Extracted material:

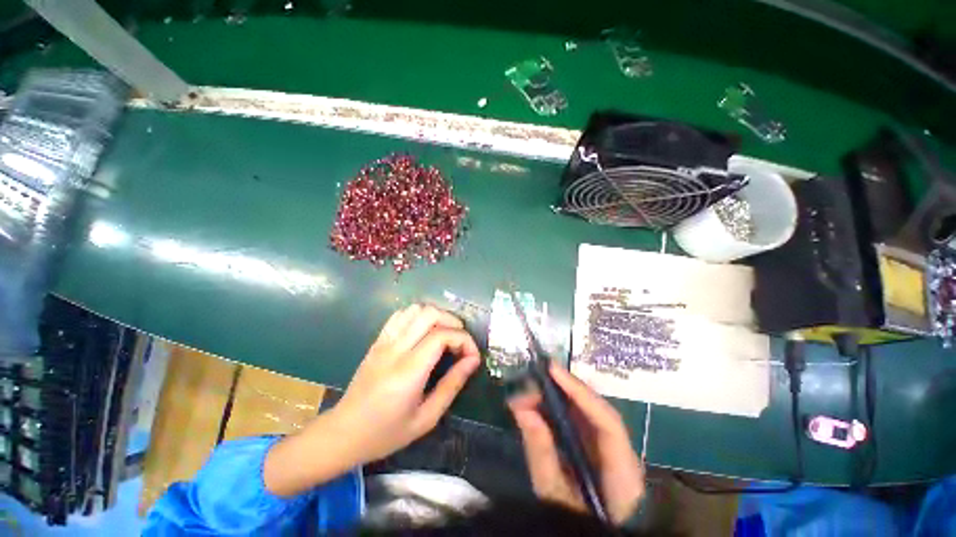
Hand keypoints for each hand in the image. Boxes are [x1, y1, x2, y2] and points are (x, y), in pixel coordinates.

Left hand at [332, 304, 481, 463]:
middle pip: (430, 314)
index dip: (464, 340)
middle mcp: (396, 349)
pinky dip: (417, 316)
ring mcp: (384, 342)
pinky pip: (400, 315)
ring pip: (415, 309)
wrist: (343, 433)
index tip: (472, 356)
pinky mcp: (377, 340)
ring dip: (436, 316)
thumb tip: (473, 360)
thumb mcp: (427, 418)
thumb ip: (452, 385)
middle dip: (453, 322)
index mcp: (408, 371)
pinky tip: (423, 331)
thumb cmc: (386, 433)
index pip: (442, 336)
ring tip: (445, 334)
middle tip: (460, 342)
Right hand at [508, 364, 644, 523]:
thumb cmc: (578, 520)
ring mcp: (611, 449)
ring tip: (530, 389)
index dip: (579, 391)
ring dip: (558, 396)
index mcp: (623, 471)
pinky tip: (540, 403)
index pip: (606, 420)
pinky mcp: (599, 448)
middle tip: (532, 378)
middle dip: (563, 389)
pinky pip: (580, 421)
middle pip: (595, 409)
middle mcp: (622, 452)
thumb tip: (522, 409)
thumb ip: (541, 452)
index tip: (552, 369)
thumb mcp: (553, 493)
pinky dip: (559, 409)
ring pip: (586, 412)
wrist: (598, 532)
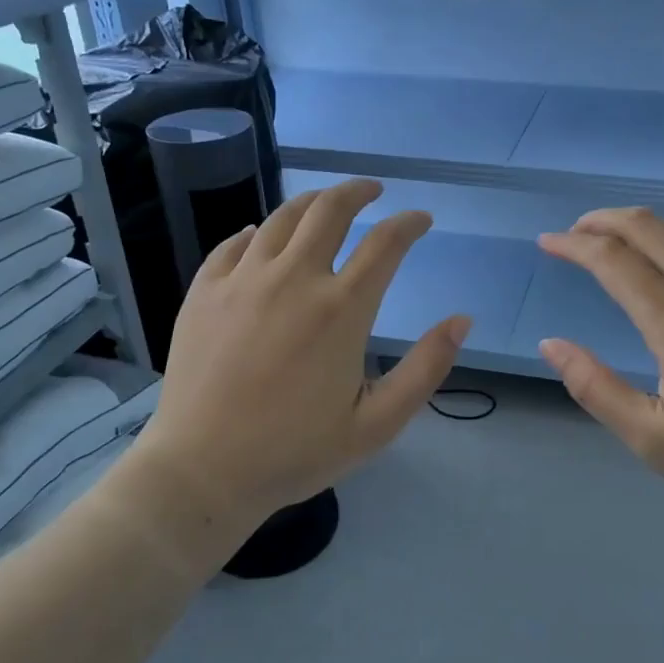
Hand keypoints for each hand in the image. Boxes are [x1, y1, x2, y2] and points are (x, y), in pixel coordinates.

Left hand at [114, 180, 469, 547]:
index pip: (386, 243)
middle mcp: (294, 279)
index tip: (421, 219)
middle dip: (358, 191)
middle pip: (330, 210)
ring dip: (311, 202)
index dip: (409, 223)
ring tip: (325, 204)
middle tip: (372, 191)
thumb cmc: (296, 452)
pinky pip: (233, 244)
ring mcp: (243, 280)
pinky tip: (260, 236)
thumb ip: (426, 368)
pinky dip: (256, 232)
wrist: (201, 472)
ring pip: (282, 218)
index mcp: (341, 309)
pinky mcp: (204, 291)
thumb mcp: (378, 423)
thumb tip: (462, 320)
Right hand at [537, 208, 663, 513]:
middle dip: (602, 220)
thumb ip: (595, 388)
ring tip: (616, 243)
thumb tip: (551, 344)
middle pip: (646, 225)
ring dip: (640, 227)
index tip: (547, 242)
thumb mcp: (653, 438)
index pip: (610, 259)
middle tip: (575, 233)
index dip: (572, 244)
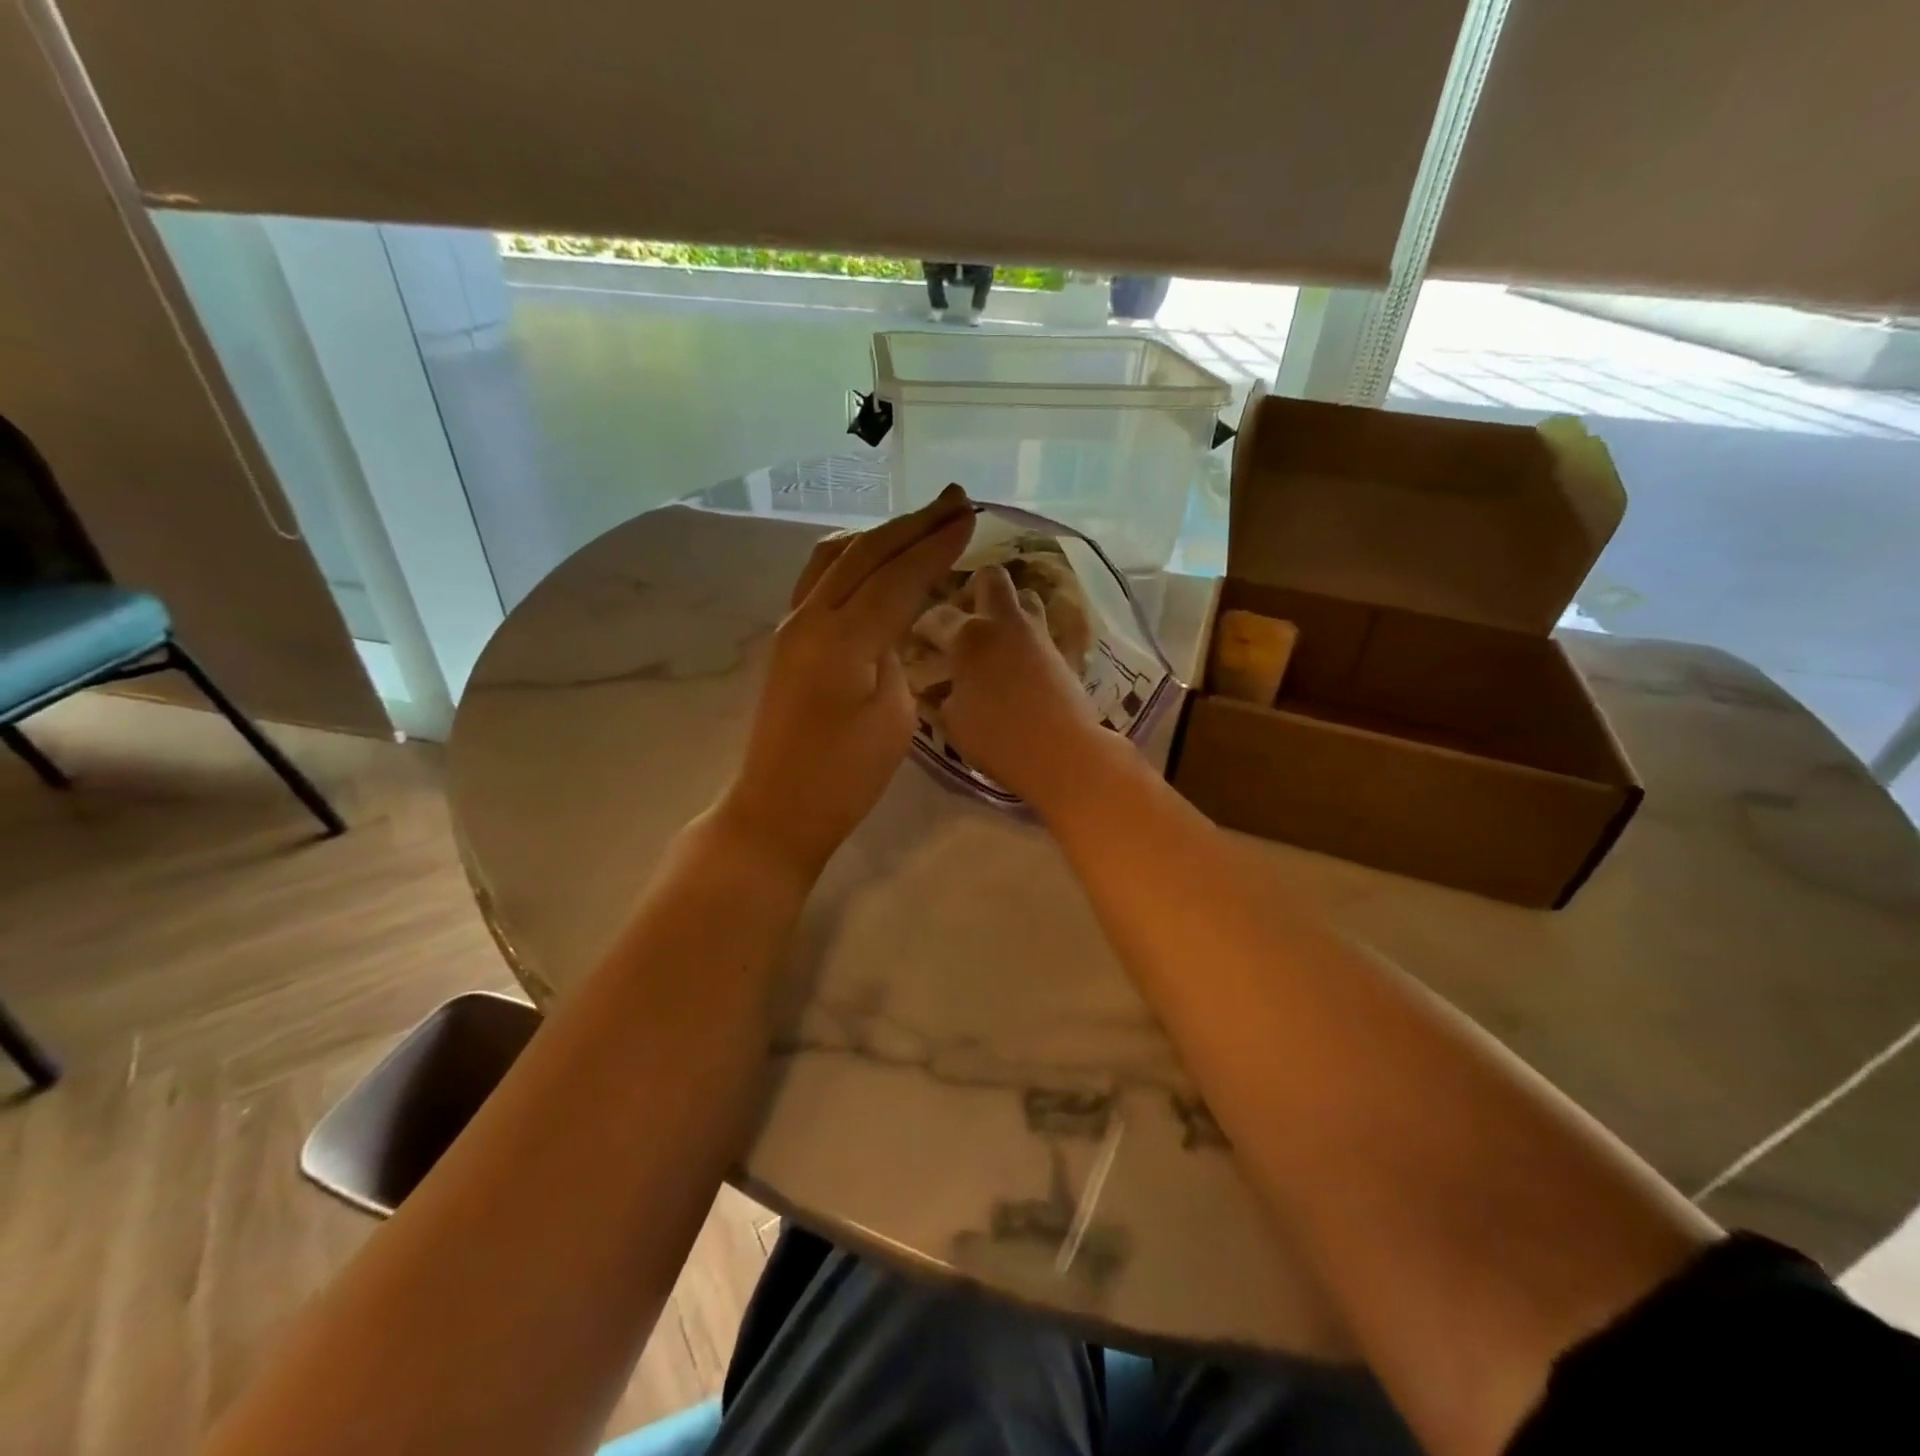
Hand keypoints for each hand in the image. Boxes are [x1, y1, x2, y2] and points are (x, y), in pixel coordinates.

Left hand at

Problem statement: Make an exact copy of the listing above, omitting the pictures.

The completed task:
Hand keypoints for each hand in the image. Boxes are [x1, y1, x2, y2] and points are (x, y), in pixel coordinates.

Left hand at [332, 304, 481, 463]:
middle pip: (430, 314)
index dip: (464, 340)
middle mcp: (396, 349)
pinky dip: (417, 316)
ring mcp: (384, 342)
pinky pip: (400, 315)
ring pip: (415, 309)
wrist: (343, 433)
index tip: (472, 356)
pinky mcp: (377, 340)
ring dip: (436, 316)
thumb tip: (473, 360)
thumb mcp: (427, 418)
thumb ip: (452, 385)
middle dip: (453, 322)
index mcp: (408, 371)
pinky tip: (423, 331)
thumb cmc: (386, 433)
index pip: (442, 336)
ring tip: (445, 334)
middle tip: (460, 342)
Right hand at [508, 364, 644, 523]:
thumb cmc: (578, 520)
ring mcp: (611, 449)
ring tip: (530, 389)
index dip: (579, 391)
ring dip: (558, 396)
index mcp: (623, 471)
pinky tip: (540, 403)
index pip: (606, 420)
pinky mcp: (599, 448)
middle tip: (532, 378)
middle dip: (563, 389)
pinky pip: (580, 421)
middle pip: (595, 409)
middle mcp: (622, 452)
thumb tip: (522, 409)
thumb ip: (541, 452)
index tip: (552, 369)
thumb mcp: (553, 493)
pinky dip: (559, 409)
ring pip: (586, 412)
wrist: (598, 532)
Hand keypoints for each hand in the image. Boxes are [x1, y1, x2, y2] and points are (x, y), in pixel coordinates.

Left hand at [114, 180, 469, 547]:
index pip: (386, 243)
middle mcp: (294, 279)
index tip: (421, 219)
middle dip: (358, 191)
middle pip: (330, 210)
ring dip: (311, 202)
index dip: (409, 223)
ring tip: (325, 204)
middle tip: (372, 191)
thumb cmc: (296, 452)
pinky pip: (233, 244)
ring mcp: (243, 280)
pinky tip: (260, 236)
thumb ip: (426, 368)
pinky dip: (256, 232)
wrist: (201, 472)
ring pip: (282, 218)
index mcp: (341, 309)
pinky mcp: (204, 291)
thumb mcp: (378, 423)
thumb tip: (462, 320)
Right hand at [537, 208, 663, 513]:
middle dip: (602, 220)
thumb ip: (595, 388)
ring tip: (616, 243)
thumb tip: (551, 344)
middle pip: (646, 225)
ring dip: (640, 227)
index tip: (547, 242)
thumb mcp: (653, 438)
index pip: (610, 259)
middle tip: (575, 233)
index dip: (572, 244)
Hand keypoints for each hand in the image. Boxes are [x1, y1, x2, y2] and points are (x, y), in pixel coordinates.

Left hand at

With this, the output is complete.